En cuanto al derecho a la conclusión de la etapa preparatoria en un término razonable, se advierte que era de pleno conocimiento de la Jueza demandada que los seis meses establecidos como plazo para la conclusión de la etapa preparatoria habían fenecido, no otra cosa significa que en atención a dicha preclusión emitió la providencia de 26 de febrero de 2011, por la cual conminó al Fiscal de Distrito presente su solicitud conclusiva, bajo apercibimiento de declarar extinguida la acción penal; no obstante ello, de forma posterior a tiempo de resolver los recursos de reposición opuestos -tanto por la parte querellante como por el Ministerio Público- pronunció el Auto interlocutorio de 9 de marzo de 2011, en el cual dispuso reponer su determinación anterior con el añadido de disponer la ampliación de la etapa preparatoria por cuarenta y cinco días más, aspecto por demás irregular, toda vez que el art. 134 del CPP, señala la posibilidad de ampliación de plazo en la etapa preparatoria en el único supuesto referido a la complejidad en la investigación, en razón a que los hechos se encuentren vinculados a delitos cometidos por organizaciones criminales y puntualizando que dicha solicitud sea formulada por el Fiscal; estos dos aspectos fueron inadvertidos por la autoridad demandada a tiempo de pronunciar la Resolución impugnada, puesto que, por un lado la causa sometida a su conocimiento era por la supuesta comisión de homicidio en accidente de tránsito, delito que no se encuentra en la catalogación de ilícitos contemplados como cometidos por organizaciones criminales previstos en el art. 132 Bis del Código Penal (CP), consecuentemente, no podía aplicar el razonamiento de ampliación de plazo para la etapa preparatoria para un tipo de injusto que no se encuentra cuestionado como cometido por una organización criminal; por otra parte, la solicitud de ampliación fue planteada por la parte querellante y la concesión fue precisamente en atención a ésta, conforme la misma Resolución señala “…y concede la ampliación solicitada por la parte querellante…”; no obstante, que la norma antes descrita, de manera expresa prevé la ampliación sólo a solicitud del Fiscal, aspectos que demuestran que no se dio cumplimiento a la mayestática de la ley, prolongando irregularmente la etapa preparatoria en clara trasgresión al derecho a la resolución en plazo razonable.

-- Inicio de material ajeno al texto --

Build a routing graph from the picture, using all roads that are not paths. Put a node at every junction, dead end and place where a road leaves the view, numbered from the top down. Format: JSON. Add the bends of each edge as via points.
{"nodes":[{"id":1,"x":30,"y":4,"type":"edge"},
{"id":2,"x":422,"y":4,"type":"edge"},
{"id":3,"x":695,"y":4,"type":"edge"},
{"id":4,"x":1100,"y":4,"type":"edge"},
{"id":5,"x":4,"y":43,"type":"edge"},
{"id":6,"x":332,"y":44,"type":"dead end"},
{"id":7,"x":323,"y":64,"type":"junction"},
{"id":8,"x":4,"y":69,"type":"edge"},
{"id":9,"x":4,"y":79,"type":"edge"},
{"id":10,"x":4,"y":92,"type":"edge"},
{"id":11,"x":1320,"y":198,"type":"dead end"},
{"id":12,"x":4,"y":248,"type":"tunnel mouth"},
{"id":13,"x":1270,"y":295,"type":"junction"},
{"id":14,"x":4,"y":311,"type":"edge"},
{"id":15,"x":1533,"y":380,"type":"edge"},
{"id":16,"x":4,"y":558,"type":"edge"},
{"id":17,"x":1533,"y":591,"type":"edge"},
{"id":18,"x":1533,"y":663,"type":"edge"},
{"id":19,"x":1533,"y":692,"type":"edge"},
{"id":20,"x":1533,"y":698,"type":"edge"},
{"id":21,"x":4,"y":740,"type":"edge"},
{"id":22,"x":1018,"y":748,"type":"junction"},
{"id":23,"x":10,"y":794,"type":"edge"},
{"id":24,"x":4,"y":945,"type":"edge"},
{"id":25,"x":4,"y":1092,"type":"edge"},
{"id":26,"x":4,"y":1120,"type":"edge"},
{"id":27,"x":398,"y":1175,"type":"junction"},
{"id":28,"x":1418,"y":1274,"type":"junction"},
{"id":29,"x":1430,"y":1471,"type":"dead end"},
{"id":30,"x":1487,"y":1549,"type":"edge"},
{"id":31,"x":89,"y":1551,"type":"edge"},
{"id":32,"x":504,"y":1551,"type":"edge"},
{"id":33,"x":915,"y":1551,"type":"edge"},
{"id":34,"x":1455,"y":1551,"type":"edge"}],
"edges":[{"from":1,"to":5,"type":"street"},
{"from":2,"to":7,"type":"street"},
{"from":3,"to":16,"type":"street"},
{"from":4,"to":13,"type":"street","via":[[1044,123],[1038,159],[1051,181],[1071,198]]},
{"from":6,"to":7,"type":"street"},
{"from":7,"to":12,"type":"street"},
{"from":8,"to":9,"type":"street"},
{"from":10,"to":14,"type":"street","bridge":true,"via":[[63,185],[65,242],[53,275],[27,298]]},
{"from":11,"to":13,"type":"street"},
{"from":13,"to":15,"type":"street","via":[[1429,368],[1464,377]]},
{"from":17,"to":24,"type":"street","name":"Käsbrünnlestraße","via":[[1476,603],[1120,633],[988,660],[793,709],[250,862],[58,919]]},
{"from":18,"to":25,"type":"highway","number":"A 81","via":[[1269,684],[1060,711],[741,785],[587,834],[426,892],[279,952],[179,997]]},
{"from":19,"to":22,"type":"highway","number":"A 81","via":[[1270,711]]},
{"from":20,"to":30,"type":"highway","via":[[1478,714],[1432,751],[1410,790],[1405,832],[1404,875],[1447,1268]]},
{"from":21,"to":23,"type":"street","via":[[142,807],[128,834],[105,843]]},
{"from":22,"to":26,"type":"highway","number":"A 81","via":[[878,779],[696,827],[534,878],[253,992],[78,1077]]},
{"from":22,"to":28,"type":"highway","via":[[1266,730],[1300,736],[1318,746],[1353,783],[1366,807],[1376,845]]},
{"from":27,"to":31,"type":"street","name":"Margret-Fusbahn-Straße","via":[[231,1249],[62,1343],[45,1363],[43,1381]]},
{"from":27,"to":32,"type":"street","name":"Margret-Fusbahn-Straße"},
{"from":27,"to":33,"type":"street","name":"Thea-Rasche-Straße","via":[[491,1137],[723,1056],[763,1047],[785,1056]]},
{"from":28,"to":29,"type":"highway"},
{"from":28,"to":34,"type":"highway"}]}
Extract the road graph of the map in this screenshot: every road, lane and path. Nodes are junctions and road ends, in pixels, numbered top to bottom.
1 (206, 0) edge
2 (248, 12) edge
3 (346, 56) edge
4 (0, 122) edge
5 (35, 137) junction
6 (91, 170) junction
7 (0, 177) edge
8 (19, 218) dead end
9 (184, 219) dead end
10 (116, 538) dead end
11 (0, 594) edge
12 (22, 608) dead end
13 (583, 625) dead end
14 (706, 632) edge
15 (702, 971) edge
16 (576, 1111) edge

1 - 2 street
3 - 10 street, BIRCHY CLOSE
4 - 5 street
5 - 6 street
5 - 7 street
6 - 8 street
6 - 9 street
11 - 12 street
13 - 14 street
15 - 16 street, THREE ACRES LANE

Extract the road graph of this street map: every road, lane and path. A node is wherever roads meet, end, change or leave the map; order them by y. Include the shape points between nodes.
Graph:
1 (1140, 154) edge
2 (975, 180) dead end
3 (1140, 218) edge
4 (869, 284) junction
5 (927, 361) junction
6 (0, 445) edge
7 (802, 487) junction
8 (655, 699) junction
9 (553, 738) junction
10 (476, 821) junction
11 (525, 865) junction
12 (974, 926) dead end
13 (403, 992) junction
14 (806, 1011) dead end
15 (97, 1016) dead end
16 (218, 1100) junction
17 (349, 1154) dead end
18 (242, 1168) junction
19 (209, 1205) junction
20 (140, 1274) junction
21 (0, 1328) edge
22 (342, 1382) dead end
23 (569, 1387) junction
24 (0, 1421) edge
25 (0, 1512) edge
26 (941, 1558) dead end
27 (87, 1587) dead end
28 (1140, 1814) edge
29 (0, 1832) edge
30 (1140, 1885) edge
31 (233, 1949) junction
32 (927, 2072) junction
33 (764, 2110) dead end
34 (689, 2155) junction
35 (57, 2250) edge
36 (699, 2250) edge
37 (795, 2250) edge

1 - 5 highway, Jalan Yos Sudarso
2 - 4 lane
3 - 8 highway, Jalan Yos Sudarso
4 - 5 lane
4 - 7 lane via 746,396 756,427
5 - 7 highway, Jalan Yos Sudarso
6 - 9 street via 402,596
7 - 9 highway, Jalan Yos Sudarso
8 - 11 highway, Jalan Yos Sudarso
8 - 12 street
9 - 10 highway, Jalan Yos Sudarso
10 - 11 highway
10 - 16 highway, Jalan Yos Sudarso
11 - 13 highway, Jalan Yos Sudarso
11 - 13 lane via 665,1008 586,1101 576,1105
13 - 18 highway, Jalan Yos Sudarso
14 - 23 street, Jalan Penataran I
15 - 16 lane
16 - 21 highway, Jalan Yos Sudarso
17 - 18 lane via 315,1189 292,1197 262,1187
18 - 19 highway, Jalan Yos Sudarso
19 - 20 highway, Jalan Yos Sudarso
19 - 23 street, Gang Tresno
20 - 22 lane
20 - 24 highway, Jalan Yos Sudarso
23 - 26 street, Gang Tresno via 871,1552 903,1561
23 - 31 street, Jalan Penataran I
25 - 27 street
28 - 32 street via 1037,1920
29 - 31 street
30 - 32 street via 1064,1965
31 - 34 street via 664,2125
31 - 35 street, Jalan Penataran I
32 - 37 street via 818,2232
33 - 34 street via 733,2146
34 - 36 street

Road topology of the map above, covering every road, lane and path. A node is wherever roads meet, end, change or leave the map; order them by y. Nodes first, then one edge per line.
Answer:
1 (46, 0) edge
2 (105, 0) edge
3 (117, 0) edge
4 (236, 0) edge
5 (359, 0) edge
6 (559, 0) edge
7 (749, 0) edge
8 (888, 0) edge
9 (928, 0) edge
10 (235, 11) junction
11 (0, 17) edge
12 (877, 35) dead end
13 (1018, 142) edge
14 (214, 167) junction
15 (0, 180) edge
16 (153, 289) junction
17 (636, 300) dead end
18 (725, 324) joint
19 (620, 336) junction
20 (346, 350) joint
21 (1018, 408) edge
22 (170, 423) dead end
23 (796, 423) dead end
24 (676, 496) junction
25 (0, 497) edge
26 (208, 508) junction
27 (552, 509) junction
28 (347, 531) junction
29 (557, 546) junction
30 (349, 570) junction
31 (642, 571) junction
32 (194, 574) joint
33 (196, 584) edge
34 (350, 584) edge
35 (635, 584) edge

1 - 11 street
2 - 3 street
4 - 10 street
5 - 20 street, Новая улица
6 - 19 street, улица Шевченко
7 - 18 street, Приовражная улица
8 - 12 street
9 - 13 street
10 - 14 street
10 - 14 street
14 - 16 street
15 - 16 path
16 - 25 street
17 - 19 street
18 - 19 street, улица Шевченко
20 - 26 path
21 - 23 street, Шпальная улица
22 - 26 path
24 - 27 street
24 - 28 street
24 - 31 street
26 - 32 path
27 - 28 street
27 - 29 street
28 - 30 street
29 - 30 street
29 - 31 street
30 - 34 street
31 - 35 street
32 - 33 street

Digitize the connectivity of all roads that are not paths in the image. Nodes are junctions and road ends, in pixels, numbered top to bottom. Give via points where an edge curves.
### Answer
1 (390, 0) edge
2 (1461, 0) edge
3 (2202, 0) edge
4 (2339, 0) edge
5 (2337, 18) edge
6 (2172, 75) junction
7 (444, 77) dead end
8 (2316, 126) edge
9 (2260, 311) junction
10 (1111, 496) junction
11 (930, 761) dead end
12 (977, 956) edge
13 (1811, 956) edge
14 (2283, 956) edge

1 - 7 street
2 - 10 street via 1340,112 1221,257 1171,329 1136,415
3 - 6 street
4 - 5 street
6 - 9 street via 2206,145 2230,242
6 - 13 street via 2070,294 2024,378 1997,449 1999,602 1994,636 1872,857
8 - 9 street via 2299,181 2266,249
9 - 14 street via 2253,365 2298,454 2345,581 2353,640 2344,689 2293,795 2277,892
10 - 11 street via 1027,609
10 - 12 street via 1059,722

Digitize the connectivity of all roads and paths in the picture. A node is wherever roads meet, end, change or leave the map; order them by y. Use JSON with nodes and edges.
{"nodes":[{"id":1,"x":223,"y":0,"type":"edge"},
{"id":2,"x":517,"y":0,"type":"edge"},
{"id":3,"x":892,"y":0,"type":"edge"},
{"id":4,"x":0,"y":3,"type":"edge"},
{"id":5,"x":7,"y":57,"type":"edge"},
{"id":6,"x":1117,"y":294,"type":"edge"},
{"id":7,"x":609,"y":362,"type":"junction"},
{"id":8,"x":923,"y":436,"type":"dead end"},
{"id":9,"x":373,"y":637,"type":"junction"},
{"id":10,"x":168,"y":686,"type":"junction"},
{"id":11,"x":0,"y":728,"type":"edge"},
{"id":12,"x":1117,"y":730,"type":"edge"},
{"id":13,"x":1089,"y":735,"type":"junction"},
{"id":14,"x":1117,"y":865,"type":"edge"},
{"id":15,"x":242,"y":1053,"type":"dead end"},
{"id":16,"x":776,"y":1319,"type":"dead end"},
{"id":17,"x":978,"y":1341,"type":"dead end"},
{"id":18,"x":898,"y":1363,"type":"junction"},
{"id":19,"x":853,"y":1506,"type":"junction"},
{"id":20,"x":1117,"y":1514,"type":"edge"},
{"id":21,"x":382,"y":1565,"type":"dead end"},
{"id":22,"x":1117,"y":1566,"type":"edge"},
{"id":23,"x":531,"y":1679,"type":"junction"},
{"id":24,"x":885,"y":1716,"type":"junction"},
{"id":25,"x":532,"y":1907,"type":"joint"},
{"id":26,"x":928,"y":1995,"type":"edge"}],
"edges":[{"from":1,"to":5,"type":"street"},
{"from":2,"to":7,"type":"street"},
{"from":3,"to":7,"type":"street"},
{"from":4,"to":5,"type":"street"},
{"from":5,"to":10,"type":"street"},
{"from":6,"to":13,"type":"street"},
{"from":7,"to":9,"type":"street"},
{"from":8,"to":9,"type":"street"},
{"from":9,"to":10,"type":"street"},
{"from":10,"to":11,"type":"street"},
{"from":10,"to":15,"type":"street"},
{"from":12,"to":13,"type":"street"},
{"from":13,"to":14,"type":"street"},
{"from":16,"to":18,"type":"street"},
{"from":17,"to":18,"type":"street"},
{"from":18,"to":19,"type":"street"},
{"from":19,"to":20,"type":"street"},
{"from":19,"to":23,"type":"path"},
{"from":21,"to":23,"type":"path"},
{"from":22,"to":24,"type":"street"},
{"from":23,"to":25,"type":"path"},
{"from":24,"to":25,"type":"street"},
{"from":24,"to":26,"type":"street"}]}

Asimismo, debe tenerse presente que la jurisprudencia constitucional sostiene que el derecho al debido proceso, entre sus presupuestos exige la debida fundamentación que toda Resolución debe contener, vale decir que, las autoridades que dicten resoluciones además de exponer con claridad los hechos, a efectos de sustentar su determinación, deben realizar la fundamentación legal y efectuar la cita normativa que respalde la parte dispositiva de la misma, teniendo en cuenta que cuando la autoridad jurisdiccional, prescinde de la motivación de una Resolución, no sólo suprime parte estructural de la misma, además conforme la jurisprudencia constitucional sostiene: “se pronuncia una decisión de hecho y no de derecho”, al no tener el sustento legal necesario, vulnerando el debido proceso, que permite que las partes conozcan los motivos por los cuales la autoridad arribó a tal determinación y cuáles las normas que la sustentan, extremo que fue inobservado por la demandada que dictó el Auto Interlocutorio de 9 de marzo de 2011, en el que se advierte la mención al art. 279 del CPP referido al control jurisdiccional, limitándose a efectuar una enunciación de las circunstancias acaecidas y señalar -de forma simple y llana- la existencia de un acto investigativo pendiente de realización, sin efectuar una justificación razonada, jurídicamente aceptable y sin considerar que la fundamentación consiste en justificar la decisión adoptada, proporcionando al efecto una argumentación convincente, basada en la legalidad y racionalidad justificada, y sin señalar como se manifestó en líneas precedentes, cita legal alguna que sustente su determinación, aspectos que al haber sido inadvertidos por la autoridad demandada, denotan lesión al debido proceso, aducido por el accionante.